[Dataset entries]
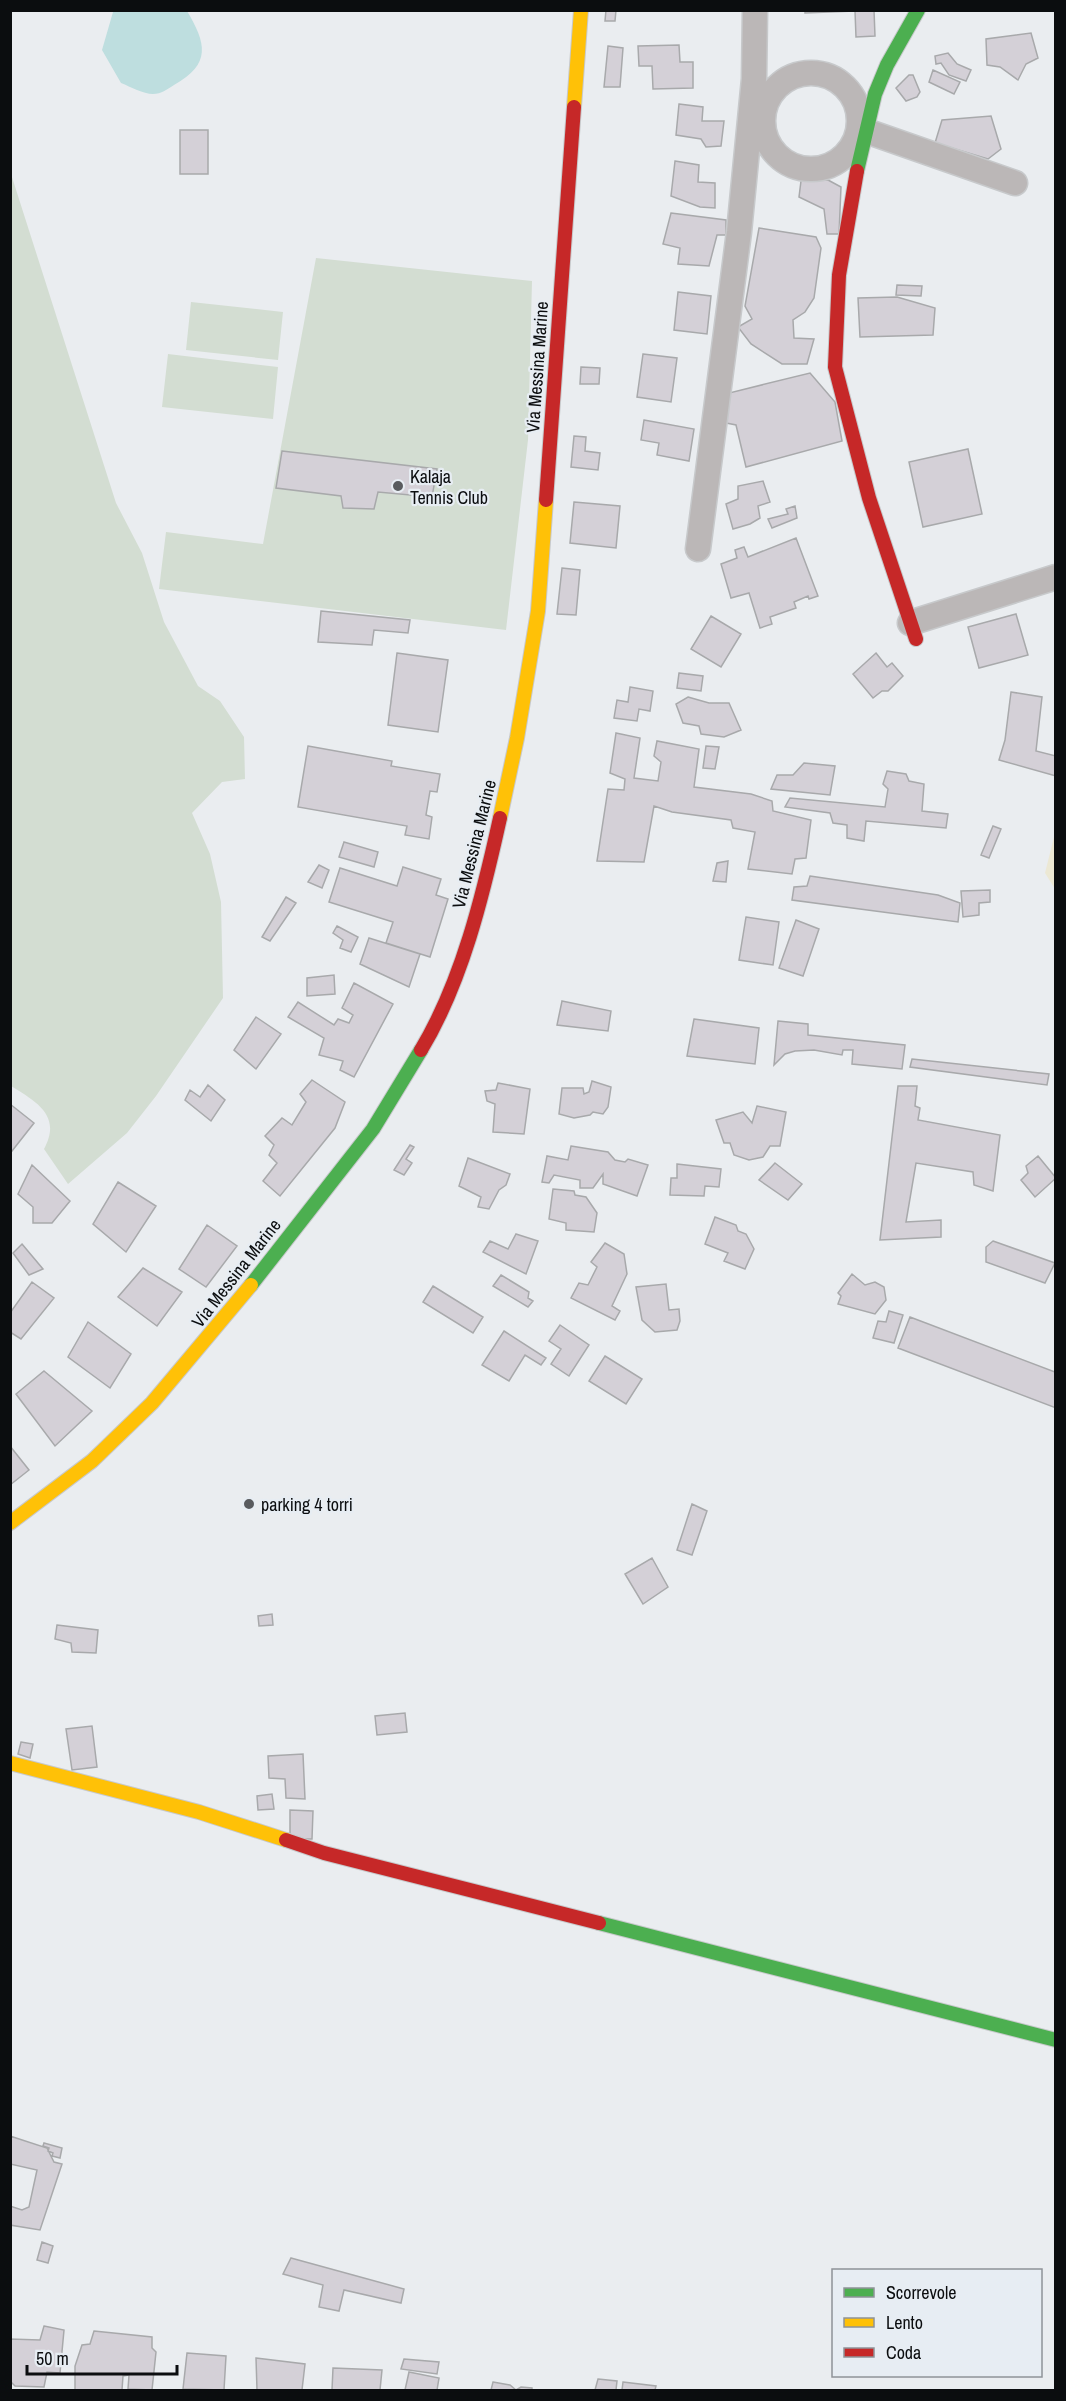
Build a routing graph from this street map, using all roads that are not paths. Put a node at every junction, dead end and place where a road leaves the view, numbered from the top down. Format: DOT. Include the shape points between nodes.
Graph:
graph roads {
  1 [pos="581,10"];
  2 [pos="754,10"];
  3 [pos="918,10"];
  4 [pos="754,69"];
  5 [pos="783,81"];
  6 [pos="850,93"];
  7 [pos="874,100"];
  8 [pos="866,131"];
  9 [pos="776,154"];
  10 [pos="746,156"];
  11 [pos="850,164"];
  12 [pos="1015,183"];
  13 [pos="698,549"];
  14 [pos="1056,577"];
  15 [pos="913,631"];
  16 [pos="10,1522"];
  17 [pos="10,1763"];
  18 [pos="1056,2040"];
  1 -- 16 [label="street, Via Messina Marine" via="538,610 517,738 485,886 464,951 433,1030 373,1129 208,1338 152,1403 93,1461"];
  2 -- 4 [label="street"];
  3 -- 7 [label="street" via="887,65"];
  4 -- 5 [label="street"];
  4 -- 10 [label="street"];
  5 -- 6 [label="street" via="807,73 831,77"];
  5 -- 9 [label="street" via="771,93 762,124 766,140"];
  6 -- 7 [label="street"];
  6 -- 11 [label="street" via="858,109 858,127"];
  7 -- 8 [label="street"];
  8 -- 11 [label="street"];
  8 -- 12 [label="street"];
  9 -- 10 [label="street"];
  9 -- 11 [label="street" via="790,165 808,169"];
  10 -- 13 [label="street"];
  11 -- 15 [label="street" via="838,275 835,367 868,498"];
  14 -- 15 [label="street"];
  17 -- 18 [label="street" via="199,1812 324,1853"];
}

■ **Exercise requirements**: Above are the records; copy every one of them exactly and omit the images.

■ **Written answer**:
Build a routing graph from this street map, using all roads that are not paths. Put a node at every junction, dead end and place where a road leaves the view, numbered from the top down. Format: DOT. Include the shape points between nodes.
Graph:
graph roads {
  1 [pos="581,10"];
  2 [pos="754,10"];
  3 [pos="918,10"];
  4 [pos="754,69"];
  5 [pos="783,81"];
  6 [pos="850,93"];
  7 [pos="874,100"];
  8 [pos="866,131"];
  9 [pos="776,154"];
  10 [pos="746,156"];
  11 [pos="850,164"];
  12 [pos="1015,183"];
  13 [pos="698,549"];
  14 [pos="1056,577"];
  15 [pos="913,631"];
  16 [pos="10,1522"];
  17 [pos="10,1763"];
  18 [pos="1056,2040"];
  1 -- 16 [label="street, Via Messina Marine" via="538,610 517,738 485,886 464,951 433,1030 373,1129 208,1338 152,1403 93,1461"];
  2 -- 4 [label="street"];
  3 -- 7 [label="street" via="887,65"];
  4 -- 5 [label="street"];
  4 -- 10 [label="street"];
  5 -- 6 [label="street" via="807,73 831,77"];
  5 -- 9 [label="street" via="771,93 762,124 766,140"];
  6 -- 7 [label="street"];
  6 -- 11 [label="street" via="858,109 858,127"];
  7 -- 8 [label="street"];
  8 -- 11 [label="street"];
  8 -- 12 [label="street"];
  9 -- 10 [label="street"];
  9 -- 11 [label="street" via="790,165 808,169"];
  10 -- 13 [label="street"];
  11 -- 15 [label="street" via="838,275 835,367 868,498"];
  14 -- 15 [label="street"];
  17 -- 18 [label="street" via="199,1812 324,1853"];
}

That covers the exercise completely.